With Easter just around the corner, my mind turned to the art of the chocolatier. To give me some insight, and a quick lesson to boot, I called in on Hannah Winter, who opened Dotti Chocolates, in Bedford Street, Norwich, last October.

It was a desire to eat better quality, healthier chocolates that led Hannah to the initial courses she attended and from then the bug couldn’t be shaken. Over the last year or so of writing this column, I have admired the length of planning that goes into several of the new ventures I have had the privilege of spending time with.

Hannah is no different. She spent over a year perfecting the art of her chocolate making, during which time she trialled and tested the flavourings that now make up her menu.

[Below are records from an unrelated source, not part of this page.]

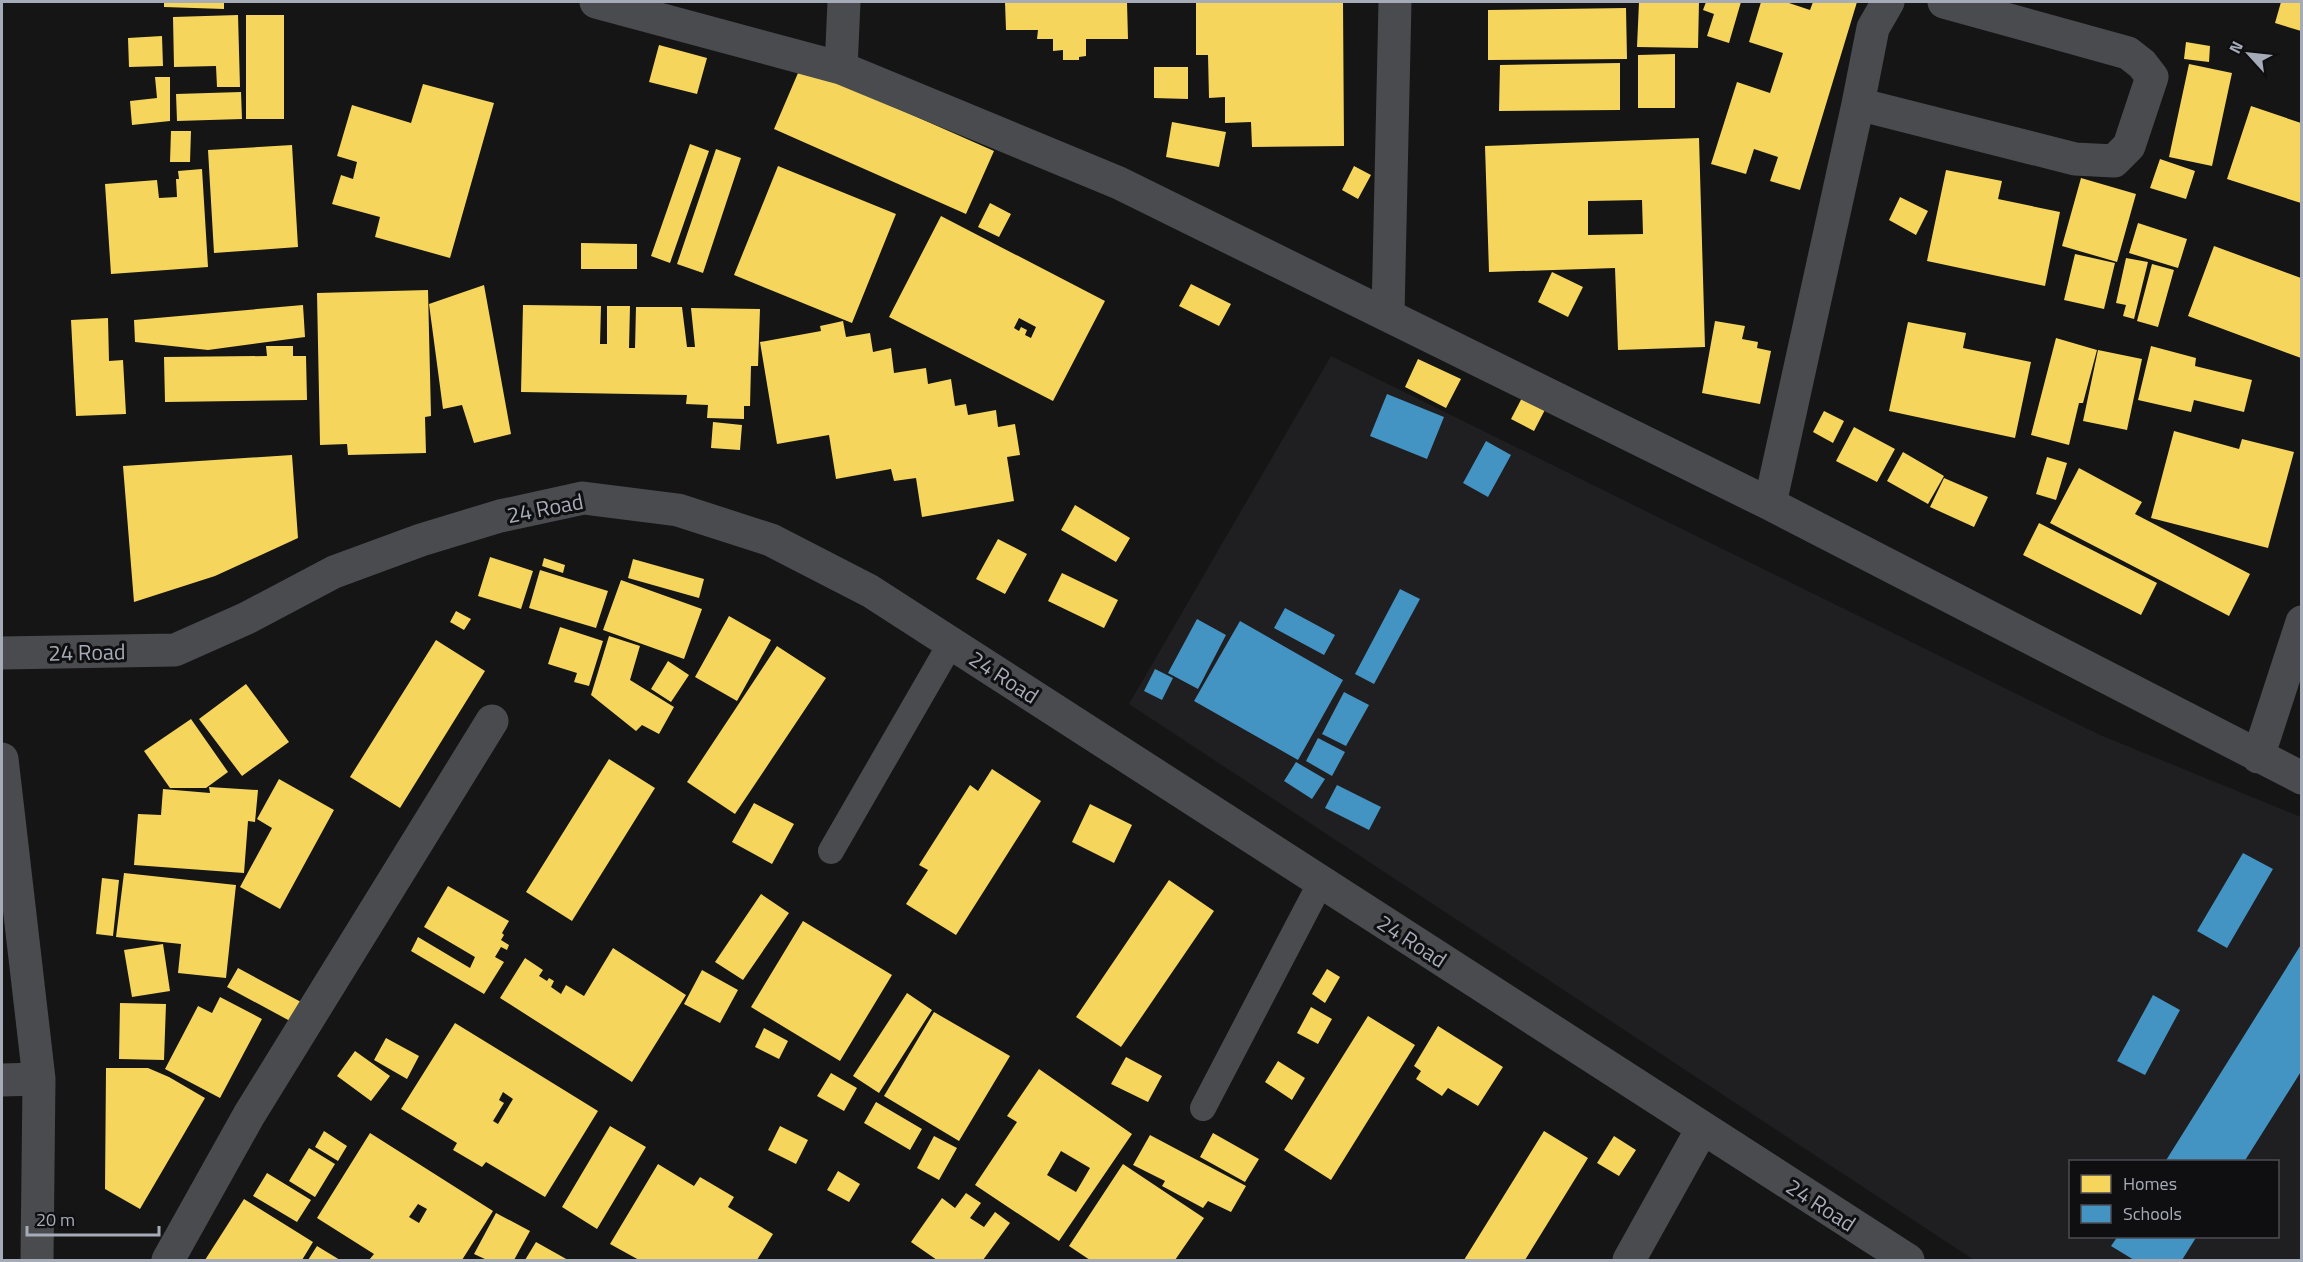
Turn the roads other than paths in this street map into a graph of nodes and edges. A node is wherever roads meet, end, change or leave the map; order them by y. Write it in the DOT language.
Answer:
graph roads {
  1 [pos="596,2"];
  2 [pos="843,2"];
  3 [pos="1395,2"];
  4 [pos="1888,2"];
  5 [pos="1944,2"];
  6 [pos="842,68"];
  7 [pos="1858,104"];
  8 [pos="1388,314"];
  9 [pos="1770,504"];
  10 [pos="2301,621"];
  11 [pos="951,643"];
  12 [pos="2,653"];
  13 [pos="492,722"];
  14 [pos="2258,757"];
  15 [pos="2,759"];
  16 [pos="2301,778"];
  17 [pos="831,851"];
  18 [pos="1321,882"];
  19 [pos="39,1079"];
  20 [pos="2,1080"];
  21 [pos="1203,1108"];
  22 [pos="1702,1129"];
  23 [pos="37,1260"];
  24 [pos="168,1260"];
  25 [pos="1629,1260"];
  26 [pos="1908,1260"];
  1 -- 6 [label="street"];
  2 -- 6 [label="street"];
  3 -- 8 [label="street"];
  4 -- 7 [label="street"];
  5 -- 7 [label="street"];
  6 -- 8 [label="street"];
  7 -- 9 [label="street"];
  8 -- 9 [label="street"];
  9 -- 14 [label="street"];
  10 -- 14 [label="street"];
  11 -- 12 [label="street, 24 Road"];
  11 -- 17 [label="lane"];
  11 -- 18 [label="street, 24 Road"];
  13 -- 24 [label="street"];
  14 -- 16 [label="street"];
  15 -- 19 [label="street"];
  18 -- 21 [label="lane"];
  18 -- 22 [label="street, 24 Road"];
  19 -- 20 [label="street"];
  19 -- 23 [label="street"];
  22 -- 25 [label="street"];
  22 -- 26 [label="street, 24 Road"];
}
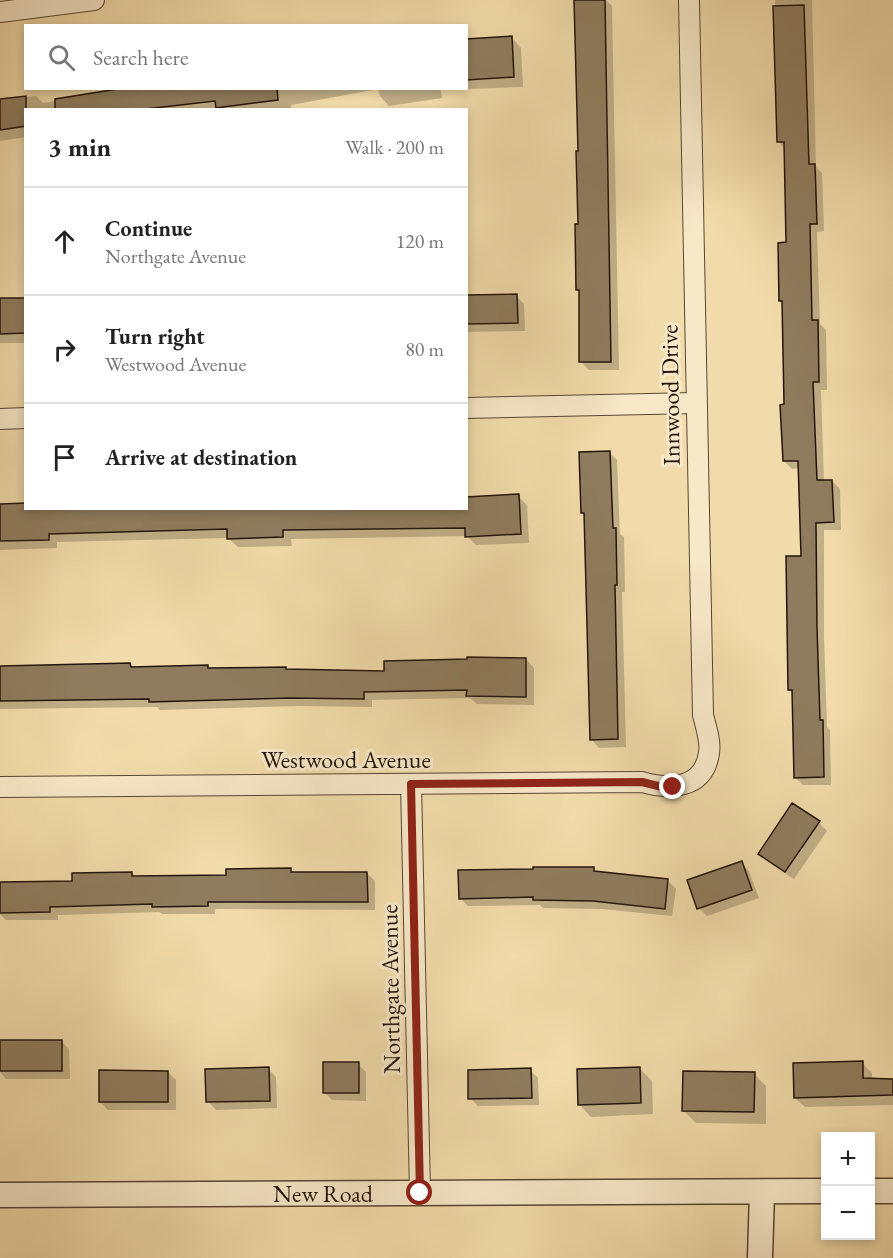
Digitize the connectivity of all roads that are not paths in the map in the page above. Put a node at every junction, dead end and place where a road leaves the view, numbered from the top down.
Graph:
1 (94, 0) edge
2 (689, 0) edge
3 (0, 12) edge
4 (696, 403) junction
5 (468, 408) edge
6 (24, 418) edge
7 (0, 419) edge
8 (691, 781) joint
9 (411, 784) junction
10 (0, 787) edge
11 (821, 1191) edge
12 (875, 1191) edge
13 (893, 1191) edge
14 (762, 1192) junction
15 (420, 1193) junction
16 (0, 1195) edge
17 (760, 1258) edge

1 - 3 street
2 - 4 street, Innwood Drive
4 - 5 street
4 - 8 street, Innwood Drive
6 - 7 street
8 - 9 street, Westwood Avenue
9 - 10 street, Westwood Avenue
9 - 15 street, Northgate Avenue
11 - 14 street, New Road
12 - 13 street
14 - 15 street, New Road
14 - 17 street
15 - 16 street, New Road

On my visit, I am put to work on a batch of one of her personal favourites, the passion fruit ganache. They say that we eat first with our eyes, and the Dotti chocolates are indeed beautiful.

With the mould before me, I flick yellow, white and red cocoa butters in its general direction with toothbrushes. The fun has begun.

Then, however, it gets technical. Alongside the pretty spots, sorry dots, the finish of the chocolate must be shiny, and this is achieved by the process

of tempering.

Now I have seen this on TV more than once but didn’t quite ever manage to take it all in. And alas, the notes I took weren’t my best (but keep reading...)

Tempering, by which the crystals in the chocolate are broken down, creates a lovely snap to the chocolate as well as the shine.

With a food thermometer, an initial melt to 45C is brought down to 28C by the addition of more chocolate, stirring briskly, and then it is brought up to, in this case, 30C, with... a hairdryer. (More fun... when you’ve not had need of one for more years than I care to recall). Thinner now, the chocolate is ready to fill the mould, in which I am making perhaps 32 little semi-spherical beauties.

I am instructed to spoon it over quickly. And it needs to be, with the excess tipped back in the bowl, otherwise the individual moulds retain too much of what will be the shell.

Ten minutes in the fridge allows the passion fruit ganache to be finalised, all void of preservatives, which is then piped into the waiting shells. Then, it’s back in the fridge.

The bases, at the top of the moulds, are then added. More tempered chocolate is thinly applied. Job done.

Hannah tells me that her most popular offering is Norfolk Gin and lemon in white chocolate although as I leave her, she is spending the rest of the day formulating other flavours to sit alongside Norfolk honey and whisky, hazelnut truffle and Aperol spritz, to name a few.

The best news is that Hannah is to start offering courses, both at basic and more technical levels. You may see me there!